WHAT THIS TASK INVOLVES »
Print the lines of the data, starting with the first, up to and including the line where "height:4.5px; margin-top:-2.25px; transform-origin:0;" appears.

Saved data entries
=-=-=
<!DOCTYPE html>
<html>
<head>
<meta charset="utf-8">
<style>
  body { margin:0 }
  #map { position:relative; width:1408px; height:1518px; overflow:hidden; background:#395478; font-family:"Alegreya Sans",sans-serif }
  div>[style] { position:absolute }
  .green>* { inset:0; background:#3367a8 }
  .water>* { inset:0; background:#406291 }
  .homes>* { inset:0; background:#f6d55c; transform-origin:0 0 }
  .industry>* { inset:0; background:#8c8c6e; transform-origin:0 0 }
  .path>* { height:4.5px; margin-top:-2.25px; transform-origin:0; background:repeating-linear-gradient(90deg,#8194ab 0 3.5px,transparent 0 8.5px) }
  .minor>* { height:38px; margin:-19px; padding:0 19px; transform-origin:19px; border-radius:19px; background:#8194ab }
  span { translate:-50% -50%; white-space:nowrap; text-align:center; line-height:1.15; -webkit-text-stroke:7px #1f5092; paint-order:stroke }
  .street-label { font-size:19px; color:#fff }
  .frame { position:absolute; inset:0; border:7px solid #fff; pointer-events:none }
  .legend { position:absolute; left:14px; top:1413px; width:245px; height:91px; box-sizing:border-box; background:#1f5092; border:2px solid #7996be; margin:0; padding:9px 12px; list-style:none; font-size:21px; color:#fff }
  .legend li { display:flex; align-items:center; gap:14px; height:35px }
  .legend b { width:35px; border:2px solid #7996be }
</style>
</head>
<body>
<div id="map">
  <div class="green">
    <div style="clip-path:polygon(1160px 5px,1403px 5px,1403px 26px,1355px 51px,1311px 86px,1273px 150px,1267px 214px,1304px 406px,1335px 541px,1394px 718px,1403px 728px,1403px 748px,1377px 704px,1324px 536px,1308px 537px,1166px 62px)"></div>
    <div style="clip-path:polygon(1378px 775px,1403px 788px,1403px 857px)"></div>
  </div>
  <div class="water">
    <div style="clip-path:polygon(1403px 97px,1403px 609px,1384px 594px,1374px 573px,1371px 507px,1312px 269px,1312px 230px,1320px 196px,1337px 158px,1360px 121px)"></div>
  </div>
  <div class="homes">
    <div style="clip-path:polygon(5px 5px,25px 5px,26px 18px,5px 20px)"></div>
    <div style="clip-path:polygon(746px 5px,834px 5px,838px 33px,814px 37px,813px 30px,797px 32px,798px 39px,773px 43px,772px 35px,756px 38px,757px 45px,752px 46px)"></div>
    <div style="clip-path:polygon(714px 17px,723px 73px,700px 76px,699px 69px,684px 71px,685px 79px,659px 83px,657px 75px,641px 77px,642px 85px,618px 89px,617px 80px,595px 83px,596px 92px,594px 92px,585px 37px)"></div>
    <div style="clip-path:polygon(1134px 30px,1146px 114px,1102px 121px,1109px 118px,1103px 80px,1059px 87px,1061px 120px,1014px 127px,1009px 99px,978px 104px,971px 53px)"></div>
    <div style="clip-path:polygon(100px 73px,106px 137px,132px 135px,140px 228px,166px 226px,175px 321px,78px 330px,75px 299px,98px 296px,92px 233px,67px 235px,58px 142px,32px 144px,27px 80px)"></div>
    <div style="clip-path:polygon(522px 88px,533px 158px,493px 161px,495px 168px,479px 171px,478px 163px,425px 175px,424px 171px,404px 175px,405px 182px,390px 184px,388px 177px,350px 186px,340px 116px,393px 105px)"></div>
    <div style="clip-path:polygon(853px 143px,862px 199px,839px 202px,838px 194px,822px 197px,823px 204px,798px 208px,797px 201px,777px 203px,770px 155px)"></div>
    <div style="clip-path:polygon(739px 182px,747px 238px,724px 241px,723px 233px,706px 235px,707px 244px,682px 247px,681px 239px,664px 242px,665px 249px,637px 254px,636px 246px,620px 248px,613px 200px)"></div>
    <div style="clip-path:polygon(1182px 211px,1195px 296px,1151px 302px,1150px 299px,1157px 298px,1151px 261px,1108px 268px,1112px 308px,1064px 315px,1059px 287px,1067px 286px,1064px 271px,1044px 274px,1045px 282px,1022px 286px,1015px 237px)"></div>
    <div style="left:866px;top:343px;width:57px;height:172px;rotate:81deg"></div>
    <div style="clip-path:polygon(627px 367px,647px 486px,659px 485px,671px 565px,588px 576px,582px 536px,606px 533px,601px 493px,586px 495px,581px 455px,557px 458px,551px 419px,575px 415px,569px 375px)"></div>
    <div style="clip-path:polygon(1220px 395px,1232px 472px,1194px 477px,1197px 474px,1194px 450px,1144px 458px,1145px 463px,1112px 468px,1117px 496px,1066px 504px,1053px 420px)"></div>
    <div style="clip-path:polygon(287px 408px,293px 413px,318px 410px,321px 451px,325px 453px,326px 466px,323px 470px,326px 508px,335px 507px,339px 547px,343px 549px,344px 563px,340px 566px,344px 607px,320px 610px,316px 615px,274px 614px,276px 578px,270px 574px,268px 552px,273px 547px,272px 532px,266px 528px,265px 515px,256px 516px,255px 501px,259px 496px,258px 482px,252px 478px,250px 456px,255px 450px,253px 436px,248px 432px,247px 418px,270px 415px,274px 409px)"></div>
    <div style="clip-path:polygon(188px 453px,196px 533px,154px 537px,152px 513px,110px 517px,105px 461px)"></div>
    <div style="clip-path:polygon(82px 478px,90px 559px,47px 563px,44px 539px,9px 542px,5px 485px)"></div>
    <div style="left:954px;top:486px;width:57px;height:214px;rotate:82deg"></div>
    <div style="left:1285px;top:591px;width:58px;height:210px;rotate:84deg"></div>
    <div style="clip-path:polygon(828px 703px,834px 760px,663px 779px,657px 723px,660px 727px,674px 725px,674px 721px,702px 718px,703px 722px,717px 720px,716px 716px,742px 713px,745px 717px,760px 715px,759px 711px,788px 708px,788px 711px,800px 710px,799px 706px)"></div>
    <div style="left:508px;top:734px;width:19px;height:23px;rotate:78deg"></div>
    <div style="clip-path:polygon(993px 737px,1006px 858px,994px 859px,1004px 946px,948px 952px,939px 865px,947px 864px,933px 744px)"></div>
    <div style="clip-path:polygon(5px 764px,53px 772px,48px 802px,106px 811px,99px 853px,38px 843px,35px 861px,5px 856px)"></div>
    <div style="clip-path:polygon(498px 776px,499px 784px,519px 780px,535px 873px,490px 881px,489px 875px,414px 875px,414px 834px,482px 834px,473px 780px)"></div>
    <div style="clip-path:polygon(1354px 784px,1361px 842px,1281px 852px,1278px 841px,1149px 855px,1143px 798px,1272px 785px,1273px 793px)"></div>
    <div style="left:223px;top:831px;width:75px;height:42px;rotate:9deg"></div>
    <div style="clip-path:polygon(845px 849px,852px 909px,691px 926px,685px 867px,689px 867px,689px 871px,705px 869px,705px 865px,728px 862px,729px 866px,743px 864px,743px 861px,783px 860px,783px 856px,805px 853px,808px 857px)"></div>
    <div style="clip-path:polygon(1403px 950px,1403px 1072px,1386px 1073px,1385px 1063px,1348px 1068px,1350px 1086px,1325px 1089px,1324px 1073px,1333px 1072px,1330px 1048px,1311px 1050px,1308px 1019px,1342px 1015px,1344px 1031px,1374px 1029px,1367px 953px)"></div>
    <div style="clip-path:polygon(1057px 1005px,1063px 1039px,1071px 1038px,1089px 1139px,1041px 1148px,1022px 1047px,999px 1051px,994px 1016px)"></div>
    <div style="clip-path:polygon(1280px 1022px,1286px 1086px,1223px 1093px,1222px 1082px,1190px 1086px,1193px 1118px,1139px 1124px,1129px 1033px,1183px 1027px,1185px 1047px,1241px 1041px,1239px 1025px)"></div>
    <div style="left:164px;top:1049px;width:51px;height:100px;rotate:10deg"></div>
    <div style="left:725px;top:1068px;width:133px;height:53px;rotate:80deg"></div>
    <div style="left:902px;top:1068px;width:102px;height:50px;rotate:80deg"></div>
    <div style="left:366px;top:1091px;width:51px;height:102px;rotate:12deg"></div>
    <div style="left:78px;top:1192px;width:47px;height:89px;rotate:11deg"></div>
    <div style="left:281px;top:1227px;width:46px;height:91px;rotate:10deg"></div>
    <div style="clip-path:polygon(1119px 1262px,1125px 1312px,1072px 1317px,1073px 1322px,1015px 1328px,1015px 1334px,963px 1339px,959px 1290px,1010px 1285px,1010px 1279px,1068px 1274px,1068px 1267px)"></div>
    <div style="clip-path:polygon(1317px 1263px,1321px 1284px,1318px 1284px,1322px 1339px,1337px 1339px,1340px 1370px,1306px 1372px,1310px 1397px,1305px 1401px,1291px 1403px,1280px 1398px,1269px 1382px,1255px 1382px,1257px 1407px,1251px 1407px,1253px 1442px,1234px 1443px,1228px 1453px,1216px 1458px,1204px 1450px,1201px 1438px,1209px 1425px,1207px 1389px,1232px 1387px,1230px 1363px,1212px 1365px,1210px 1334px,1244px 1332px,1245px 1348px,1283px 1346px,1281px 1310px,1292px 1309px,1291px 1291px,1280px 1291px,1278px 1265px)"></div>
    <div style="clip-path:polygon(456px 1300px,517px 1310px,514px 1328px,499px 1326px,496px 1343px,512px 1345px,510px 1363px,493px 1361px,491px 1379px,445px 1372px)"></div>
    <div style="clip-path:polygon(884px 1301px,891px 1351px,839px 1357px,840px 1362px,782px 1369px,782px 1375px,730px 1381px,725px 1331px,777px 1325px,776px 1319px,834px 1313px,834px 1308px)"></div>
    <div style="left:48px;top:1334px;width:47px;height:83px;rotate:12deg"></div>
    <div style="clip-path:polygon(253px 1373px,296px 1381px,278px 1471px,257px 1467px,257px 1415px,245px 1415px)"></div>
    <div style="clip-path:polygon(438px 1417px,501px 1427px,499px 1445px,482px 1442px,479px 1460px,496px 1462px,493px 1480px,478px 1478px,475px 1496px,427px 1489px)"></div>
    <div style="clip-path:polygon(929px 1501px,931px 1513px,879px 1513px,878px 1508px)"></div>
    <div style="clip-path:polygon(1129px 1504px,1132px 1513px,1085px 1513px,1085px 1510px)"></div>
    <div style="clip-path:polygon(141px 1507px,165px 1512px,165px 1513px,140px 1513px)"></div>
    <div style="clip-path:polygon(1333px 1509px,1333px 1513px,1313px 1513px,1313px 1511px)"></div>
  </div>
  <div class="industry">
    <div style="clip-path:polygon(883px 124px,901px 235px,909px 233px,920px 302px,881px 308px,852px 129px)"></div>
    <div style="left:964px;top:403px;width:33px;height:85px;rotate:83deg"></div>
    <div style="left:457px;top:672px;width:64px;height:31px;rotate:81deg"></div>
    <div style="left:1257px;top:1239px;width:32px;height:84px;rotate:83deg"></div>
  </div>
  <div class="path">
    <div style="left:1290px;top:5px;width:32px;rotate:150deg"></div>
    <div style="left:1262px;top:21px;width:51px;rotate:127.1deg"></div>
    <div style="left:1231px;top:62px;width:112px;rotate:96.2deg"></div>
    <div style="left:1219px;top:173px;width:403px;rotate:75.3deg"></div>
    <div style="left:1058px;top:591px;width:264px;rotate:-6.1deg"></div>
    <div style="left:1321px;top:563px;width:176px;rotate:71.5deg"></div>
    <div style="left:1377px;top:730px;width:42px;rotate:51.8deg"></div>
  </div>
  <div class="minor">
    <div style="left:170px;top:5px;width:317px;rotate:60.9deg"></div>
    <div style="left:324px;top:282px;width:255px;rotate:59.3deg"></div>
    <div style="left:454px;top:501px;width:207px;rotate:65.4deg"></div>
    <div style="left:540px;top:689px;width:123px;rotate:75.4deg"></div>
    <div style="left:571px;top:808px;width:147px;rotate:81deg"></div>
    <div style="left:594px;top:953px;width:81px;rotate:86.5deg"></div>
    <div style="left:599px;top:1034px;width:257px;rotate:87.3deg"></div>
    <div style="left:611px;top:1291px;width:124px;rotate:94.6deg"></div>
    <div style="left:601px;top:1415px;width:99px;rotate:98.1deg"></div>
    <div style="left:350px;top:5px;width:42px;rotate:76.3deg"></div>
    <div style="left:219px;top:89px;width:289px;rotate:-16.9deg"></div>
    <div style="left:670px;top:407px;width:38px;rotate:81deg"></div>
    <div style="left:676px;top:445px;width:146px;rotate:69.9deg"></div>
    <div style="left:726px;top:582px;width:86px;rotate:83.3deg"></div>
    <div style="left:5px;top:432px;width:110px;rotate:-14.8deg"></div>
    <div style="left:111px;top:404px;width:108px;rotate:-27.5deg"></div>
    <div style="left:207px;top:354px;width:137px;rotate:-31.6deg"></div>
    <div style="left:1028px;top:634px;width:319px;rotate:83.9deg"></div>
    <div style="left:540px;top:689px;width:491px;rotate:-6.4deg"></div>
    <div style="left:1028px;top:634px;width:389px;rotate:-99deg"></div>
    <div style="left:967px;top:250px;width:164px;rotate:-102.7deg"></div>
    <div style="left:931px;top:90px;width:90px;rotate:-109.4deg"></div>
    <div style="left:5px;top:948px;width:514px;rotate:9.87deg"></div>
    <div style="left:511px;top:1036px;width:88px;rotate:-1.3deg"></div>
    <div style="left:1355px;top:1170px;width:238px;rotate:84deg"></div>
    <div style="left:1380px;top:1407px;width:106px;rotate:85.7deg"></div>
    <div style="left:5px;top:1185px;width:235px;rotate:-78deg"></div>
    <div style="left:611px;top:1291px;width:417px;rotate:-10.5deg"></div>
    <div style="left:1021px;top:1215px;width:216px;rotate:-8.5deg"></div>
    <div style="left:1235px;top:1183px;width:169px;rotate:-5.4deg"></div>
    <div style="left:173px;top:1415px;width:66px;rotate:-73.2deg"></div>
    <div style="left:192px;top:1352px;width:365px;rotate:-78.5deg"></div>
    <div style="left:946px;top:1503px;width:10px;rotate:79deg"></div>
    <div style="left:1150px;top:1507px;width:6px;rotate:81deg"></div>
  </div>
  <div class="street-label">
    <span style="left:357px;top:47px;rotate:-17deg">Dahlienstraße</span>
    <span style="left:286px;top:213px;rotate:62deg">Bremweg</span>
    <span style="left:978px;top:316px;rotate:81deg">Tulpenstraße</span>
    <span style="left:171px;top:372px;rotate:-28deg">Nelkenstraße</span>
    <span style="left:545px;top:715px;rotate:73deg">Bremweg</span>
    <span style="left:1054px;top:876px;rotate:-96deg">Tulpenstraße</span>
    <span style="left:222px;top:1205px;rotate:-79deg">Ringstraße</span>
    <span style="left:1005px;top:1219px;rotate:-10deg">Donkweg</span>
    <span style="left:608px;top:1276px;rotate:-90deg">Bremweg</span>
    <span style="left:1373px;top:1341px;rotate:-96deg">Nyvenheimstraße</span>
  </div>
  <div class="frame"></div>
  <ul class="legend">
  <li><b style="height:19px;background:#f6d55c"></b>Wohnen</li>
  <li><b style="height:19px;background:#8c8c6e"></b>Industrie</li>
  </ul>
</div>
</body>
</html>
=-=-=
EXPECTED ANSWER »
<!DOCTYPE html>
<html>
<head>
<meta charset="utf-8">
<style>
  body { margin:0 }
  #map { position:relative; width:1408px; height:1518px; overflow:hidden; background:#395478; font-family:"Alegreya Sans",sans-serif }
  div>[style] { position:absolute }
  .green>* { inset:0; background:#3367a8 }
  .water>* { inset:0; background:#406291 }
  .homes>* { inset:0; background:#f6d55c; transform-origin:0 0 }
  .industry>* { inset:0; background:#8c8c6e; transform-origin:0 0 }
  .path>* { height:4.5px; margin-top:-2.25px; transform-origin:0; background:repeating-linear-gradient(90deg,#8194ab 0 3.5px,transparent 0 8.5px) }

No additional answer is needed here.